SUPPLIED INFORMATION:
────────────────

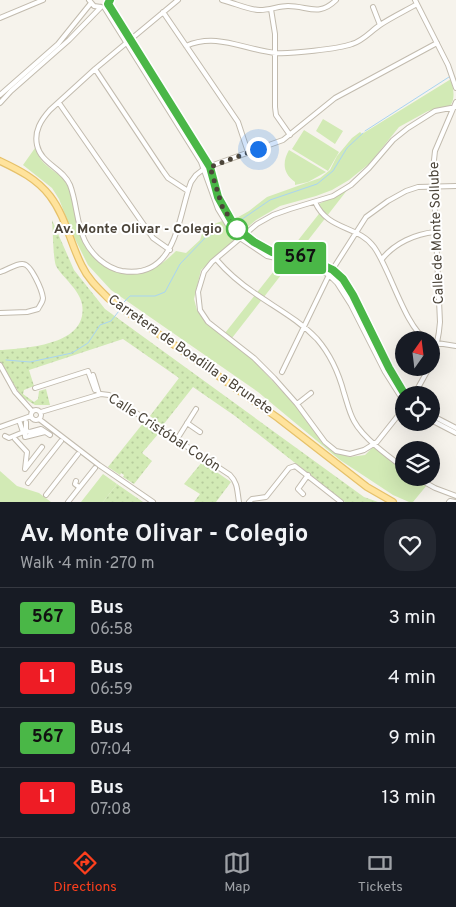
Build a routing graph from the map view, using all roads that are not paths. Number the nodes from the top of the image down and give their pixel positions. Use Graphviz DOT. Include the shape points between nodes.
graph roads {
  1 [pos="43,0"];
  2 [pos="178,0"];
  3 [pos="222,0"];
  4 [pos="336,0"];
  5 [pos="90,2"];
  6 [pos="416,2"];
  7 [pos="106,4"];
  8 [pos="373,7"];
  9 [pos="271,9"];
  10 [pos="163,12"];
  11 [pos="0,18"];
  12 [pos="380,25"];
  13 [pos="128,41"];
  14 [pos="437,43"];
  15 [pos="186,46"];
  16 [pos="275,53"];
  17 [pos="95,69"];
  18 [pos="456,88"];
  19 [pos="4,91"];
  20 [pos="0,95"];
  21 [pos="7,96"];
  22 [pos="0,103"];
  23 [pos="58,103"];
  24 [pos="456,106"];
  25 [pos="290,135"];
  26 [pos="248,152"];
  27 [pos="0,161"];
  28 [pos="207,168"];
  29 [pos="456,186"];
  30 [pos="433,187"];
  31 [pos="188,191"];
  32 [pos="315,202"];
  33 [pos="356,232"];
  34 [pos="435,232"];
  35 [pos="245,235"];
  36 [pos="240,238"];
  37 [pos="170,250"];
  38 [pos="216,259"];
  39 [pos="382,259"];
  40 [pos="333,270"];
  41 [pos="0,272"];
  42 [pos="329,275"];
  43 [pos="0,313"];
  44 [pos="304,326"];
  45 [pos="418,331"];
  46 [pos="439,331"];
  47 [pos="440,343"];
  48 [pos="456,346"];
  49 [pos="0,365"];
  50 [pos="282,372"];
  51 [pos="93,375"];
  52 [pos="400,386"];
  53 [pos="35,388"];
  54 [pos="395,388"];
  55 [pos="94,390"];
  56 [pos="311,393"];
  57 [pos="99,394"];
  58 [pos="297,404"];
  59 [pos="196,409"];
  60 [pos="41,412"];
  61 [pos="32,414"];
  62 [pos="40,419"];
  63 [pos="395,419"];
  64 [pos="440,420"];
  65 [pos="26,422"];
  66 [pos="20,423"];
  67 [pos="187,423"];
  68 [pos="440,425"];
  69 [pos="0,427"];
  70 [pos="456,428"];
  71 [pos="200,432"];
  72 [pos="25,433"];
  73 [pos="456,433"];
  74 [pos="50,435"];
  75 [pos="179,436"];
  76 [pos="15,439"];
  77 [pos="61,441"];
  78 [pos="374,444"];
  79 [pos="42,446"];
  80 [pos="37,451"];
  81 [pos="27,452"];
  82 [pos="78,454"];
  83 [pos="395,460"];
  84 [pos="95,468"];
  85 [pos="106,469"];
  86 [pos="102,474"];
  87 [pos="308,476"];
  88 [pos="76,481"];
  89 [pos="28,483"];
  90 [pos="431,486"];
  91 [pos="79,487"];
  92 [pos="303,494"];
  93 [pos="46,495"];
  94 [pos="456,496"];
  95 [pos="68,502"];
  96 [pos="153,502"];
  97 [pos="238,502"];
  98 [pos="249,502"];
  99 [pos="341,502"];
  100 [pos="393,502"];
  101 [pos="449,502"];
  102 [pos="455,502"];
  1 -- 11 [label="street"];
  2 -- 10 [label="street"];
  3 -- 9 [label="street" via="250,9"];
  4 -- 9 [label="street" via="320,10 287,6"];
  5 -- 7 [label="street"];
  5 -- 19 [label="street" via="58,44"];
  6 -- 12 [label="street"];
  6 -- 14 [label="street"];
  7 -- 13 [label="street"];
  7 -- 21 [label="street"];
  8 -- 12 [label="street"];
  9 -- 16 [label="street"];
  10 -- 13 [label="street"];
  10 -- 15 [label="street"];
  12 -- 16 [label="street" via="352,44 338,48"];
  13 -- 17 [label="street"];
  13 -- 28 [label="street"];
  14 -- 18 [label="street"];
  14 -- 25 [label="street" via="335,98"];
  15 -- 16 [label="street" via="214,40"];
  15 -- 26 [label="street" via="238,122"];
  16 -- 25 [label="street" via="274,107"];
  17 -- 23 [label="street"];
  17 -- 31 [label="street" via="168,178"];
  19 -- 20 [label="street"];
  19 -- 21 [label="street"];
  21 -- 22 [label="street"];
  23 -- 37 [label="street" via="153,238"];
  23 -- 37 [label="street" via="37,128 37,144 46,161 68,182 88,247 113,268 129,271 155,265"];
  24 -- 30 [label="street, Calle de Monte Sollube" via="436,151"];
  24 -- 32 [label="street" via="435,111 408,128 352,185"];
  25 -- 26 [label="street"];
  26 -- 28 [label="street"];
  27 -- 100 [label="main road, Carretera de Boadilla a Brunete" via="27,175 49,195 64,221 82,266 109,299 278,418 367,487"];
  28 -- 31 [label="street" via="196,175"];
  28 -- 35 [label="street" via="222,206 235,227"];
  28 -- 36 [label="street" via="218,209"];
  29 -- 30 [label="street"];
  30 -- 33 [label="street" via="412,189 388,201 366,217"];
  30 -- 34 [label="street, Calle de Monte Sollube"];
  31 -- 37 [label="street"];
  32 -- 33 [label="street" via="326,218"];
  32 -- 35 [label="street" via="273,215"];
  33 -- 39 [label="street" via="366,237"];
  33 -- 40 [label="street"];
  34 -- 39 [label="street" via="402,242"];
  34 -- 46 [label="street, Calle de Monte Sollube"];
  35 -- 36 [label="street"];
  35 -- 40 [label="street" via="272,252 312,260"];
  36 -- 38 [label="street"];
  36 -- 42 [label="street" via="267,256 311,266"];
  38 -- 44 [label="street" via="254,293"];
  38 -- 58 [label="street" via="200,281 200,310 208,322 254,358"];
  39 -- 45 [label="street"];
  40 -- 42 [label="street"];
  40 -- 52 [label="street" via="353,295"];
  41 -- 43 [label="street" via="26,264 43,299 38,309"];
  42 -- 44 [label="street"];
  42 -- 54 [label="street" via="347,298"];
  44 -- 50 [label="street"];
  44 -- 78 [label="street" via="330,357 355,423"];
  47 -- 48 [label="street"];
  49 -- 61 [label="street"];
  51 -- 57 [label="street"];
  53 -- 55 [label="street" via="88,371"];
  56 -- 58 [label="street"];
  57 -- 60 [label="street, Calle Cristóbal Colón"];
  57 -- 97 [label="street, Calle Cristóbal Colón" via="109,395 230,475 237,486"];
  58 -- 78 [label="street" via="325,442 336,451 355,454"];
  59 -- 67 [label="street"];
  60 -- 61 [label="street" via="37,409"];
  60 -- 62 [label="street"];
  61 -- 62 [label="street" via="35,420"];
  61 -- 69 [label="street"];
  62 -- 85 [label="street" via="88,459"];
  63 -- 78 [label="street"];
  64 -- 70 [label="street"];
  65 -- 72 [label="street"];
  66 -- 72 [label="street"];
  67 -- 71 [label="street"];
  67 -- 75 [label="street"];
  68 -- 73 [label="street"];
  72 -- 74 [label="street" via="41,428"];
  72 -- 76 [label="street"];
  72 -- 76 [label="street" via="7,437"];
  76 -- 81 [label="street"];
  77 -- 89 [label="street"];
  78 -- 83 [label="street"];
  79 -- 80 [label="street"];
  80 -- 81 [label="street"];
  80 -- 81 [label="street" via="25,469"];
  82 -- 93 [label="street"];
  84 -- 91 [label="street"];
  85 -- 86 [label="street"];
  85 -- 96 [label="street"];
  87 -- 92 [label="street" via="298,489"];
  87 -- 98 [label="street" via="292,466 266,497"];
  87 -- 99 [label="street"];
  88 -- 91 [label="street" via="74,484"];
  90 -- 94 [label="street"];
  91 -- 95 [label="street"];
  101 -- 102 [label="street"];
}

────────────────

PROBLEM:
Every line of the data above should be returned exactly, with the pictures removed.

TASK ANSWER:
Build a routing graph from the map view, using all roads that are not paths. Number the nodes from the top of the image down and give their pixel positions. Use Graphviz DOT. Include the shape points between nodes.
graph roads {
  1 [pos="43,0"];
  2 [pos="178,0"];
  3 [pos="222,0"];
  4 [pos="336,0"];
  5 [pos="90,2"];
  6 [pos="416,2"];
  7 [pos="106,4"];
  8 [pos="373,7"];
  9 [pos="271,9"];
  10 [pos="163,12"];
  11 [pos="0,18"];
  12 [pos="380,25"];
  13 [pos="128,41"];
  14 [pos="437,43"];
  15 [pos="186,46"];
  16 [pos="275,53"];
  17 [pos="95,69"];
  18 [pos="456,88"];
  19 [pos="4,91"];
  20 [pos="0,95"];
  21 [pos="7,96"];
  22 [pos="0,103"];
  23 [pos="58,103"];
  24 [pos="456,106"];
  25 [pos="290,135"];
  26 [pos="248,152"];
  27 [pos="0,161"];
  28 [pos="207,168"];
  29 [pos="456,186"];
  30 [pos="433,187"];
  31 [pos="188,191"];
  32 [pos="315,202"];
  33 [pos="356,232"];
  34 [pos="435,232"];
  35 [pos="245,235"];
  36 [pos="240,238"];
  37 [pos="170,250"];
  38 [pos="216,259"];
  39 [pos="382,259"];
  40 [pos="333,270"];
  41 [pos="0,272"];
  42 [pos="329,275"];
  43 [pos="0,313"];
  44 [pos="304,326"];
  45 [pos="418,331"];
  46 [pos="439,331"];
  47 [pos="440,343"];
  48 [pos="456,346"];
  49 [pos="0,365"];
  50 [pos="282,372"];
  51 [pos="93,375"];
  52 [pos="400,386"];
  53 [pos="35,388"];
  54 [pos="395,388"];
  55 [pos="94,390"];
  56 [pos="311,393"];
  57 [pos="99,394"];
  58 [pos="297,404"];
  59 [pos="196,409"];
  60 [pos="41,412"];
  61 [pos="32,414"];
  62 [pos="40,419"];
  63 [pos="395,419"];
  64 [pos="440,420"];
  65 [pos="26,422"];
  66 [pos="20,423"];
  67 [pos="187,423"];
  68 [pos="440,425"];
  69 [pos="0,427"];
  70 [pos="456,428"];
  71 [pos="200,432"];
  72 [pos="25,433"];
  73 [pos="456,433"];
  74 [pos="50,435"];
  75 [pos="179,436"];
  76 [pos="15,439"];
  77 [pos="61,441"];
  78 [pos="374,444"];
  79 [pos="42,446"];
  80 [pos="37,451"];
  81 [pos="27,452"];
  82 [pos="78,454"];
  83 [pos="395,460"];
  84 [pos="95,468"];
  85 [pos="106,469"];
  86 [pos="102,474"];
  87 [pos="308,476"];
  88 [pos="76,481"];
  89 [pos="28,483"];
  90 [pos="431,486"];
  91 [pos="79,487"];
  92 [pos="303,494"];
  93 [pos="46,495"];
  94 [pos="456,496"];
  95 [pos="68,502"];
  96 [pos="153,502"];
  97 [pos="238,502"];
  98 [pos="249,502"];
  99 [pos="341,502"];
  100 [pos="393,502"];
  101 [pos="449,502"];
  102 [pos="455,502"];
  1 -- 11 [label="street"];
  2 -- 10 [label="street"];
  3 -- 9 [label="street" via="250,9"];
  4 -- 9 [label="street" via="320,10 287,6"];
  5 -- 7 [label="street"];
  5 -- 19 [label="street" via="58,44"];
  6 -- 12 [label="street"];
  6 -- 14 [label="street"];
  7 -- 13 [label="street"];
  7 -- 21 [label="street"];
  8 -- 12 [label="street"];
  9 -- 16 [label="street"];
  10 -- 13 [label="street"];
  10 -- 15 [label="street"];
  12 -- 16 [label="street" via="352,44 338,48"];
  13 -- 17 [label="street"];
  13 -- 28 [label="street"];
  14 -- 18 [label="street"];
  14 -- 25 [label="street" via="335,98"];
  15 -- 16 [label="street" via="214,40"];
  15 -- 26 [label="street" via="238,122"];
  16 -- 25 [label="street" via="274,107"];
  17 -- 23 [label="street"];
  17 -- 31 [label="street" via="168,178"];
  19 -- 20 [label="street"];
  19 -- 21 [label="street"];
  21 -- 22 [label="street"];
  23 -- 37 [label="street" via="153,238"];
  23 -- 37 [label="street" via="37,128 37,144 46,161 68,182 88,247 113,268 129,271 155,265"];
  24 -- 30 [label="street, Calle de Monte Sollube" via="436,151"];
  24 -- 32 [label="street" via="435,111 408,128 352,185"];
  25 -- 26 [label="street"];
  26 -- 28 [label="street"];
  27 -- 100 [label="main road, Carretera de Boadilla a Brunete" via="27,175 49,195 64,221 82,266 109,299 278,418 367,487"];
  28 -- 31 [label="street" via="196,175"];
  28 -- 35 [label="street" via="222,206 235,227"];
  28 -- 36 [label="street" via="218,209"];
  29 -- 30 [label="street"];
  30 -- 33 [label="street" via="412,189 388,201 366,217"];
  30 -- 34 [label="street, Calle de Monte Sollube"];
  31 -- 37 [label="street"];
  32 -- 33 [label="street" via="326,218"];
  32 -- 35 [label="street" via="273,215"];
  33 -- 39 [label="street" via="366,237"];
  33 -- 40 [label="street"];
  34 -- 39 [label="street" via="402,242"];
  34 -- 46 [label="street, Calle de Monte Sollube"];
  35 -- 36 [label="street"];
  35 -- 40 [label="street" via="272,252 312,260"];
  36 -- 38 [label="street"];
  36 -- 42 [label="street" via="267,256 311,266"];
  38 -- 44 [label="street" via="254,293"];
  38 -- 58 [label="street" via="200,281 200,310 208,322 254,358"];
  39 -- 45 [label="street"];
  40 -- 42 [label="street"];
  40 -- 52 [label="street" via="353,295"];
  41 -- 43 [label="street" via="26,264 43,299 38,309"];
  42 -- 44 [label="street"];
  42 -- 54 [label="street" via="347,298"];
  44 -- 50 [label="street"];
  44 -- 78 [label="street" via="330,357 355,423"];
  47 -- 48 [label="street"];
  49 -- 61 [label="street"];
  51 -- 57 [label="street"];
  53 -- 55 [label="street" via="88,371"];
  56 -- 58 [label="street"];
  57 -- 60 [label="street, Calle Cristóbal Colón"];
  57 -- 97 [label="street, Calle Cristóbal Colón" via="109,395 230,475 237,486"];
  58 -- 78 [label="street" via="325,442 336,451 355,454"];
  59 -- 67 [label="street"];
  60 -- 61 [label="street" via="37,409"];
  60 -- 62 [label="street"];
  61 -- 62 [label="street" via="35,420"];
  61 -- 69 [label="street"];
  62 -- 85 [label="street" via="88,459"];
  63 -- 78 [label="street"];
  64 -- 70 [label="street"];
  65 -- 72 [label="street"];
  66 -- 72 [label="street"];
  67 -- 71 [label="street"];
  67 -- 75 [label="street"];
  68 -- 73 [label="street"];
  72 -- 74 [label="street" via="41,428"];
  72 -- 76 [label="street"];
  72 -- 76 [label="street" via="7,437"];
  76 -- 81 [label="street"];
  77 -- 89 [label="street"];
  78 -- 83 [label="street"];
  79 -- 80 [label="street"];
  80 -- 81 [label="street"];
  80 -- 81 [label="street" via="25,469"];
  82 -- 93 [label="street"];
  84 -- 91 [label="street"];
  85 -- 86 [label="street"];
  85 -- 96 [label="street"];
  87 -- 92 [label="street" via="298,489"];
  87 -- 98 [label="street" via="292,466 266,497"];
  87 -- 99 [label="street"];
  88 -- 91 [label="street" via="74,484"];
  90 -- 94 [label="street"];
  91 -- 95 [label="street"];
  101 -- 102 [label="street"];
}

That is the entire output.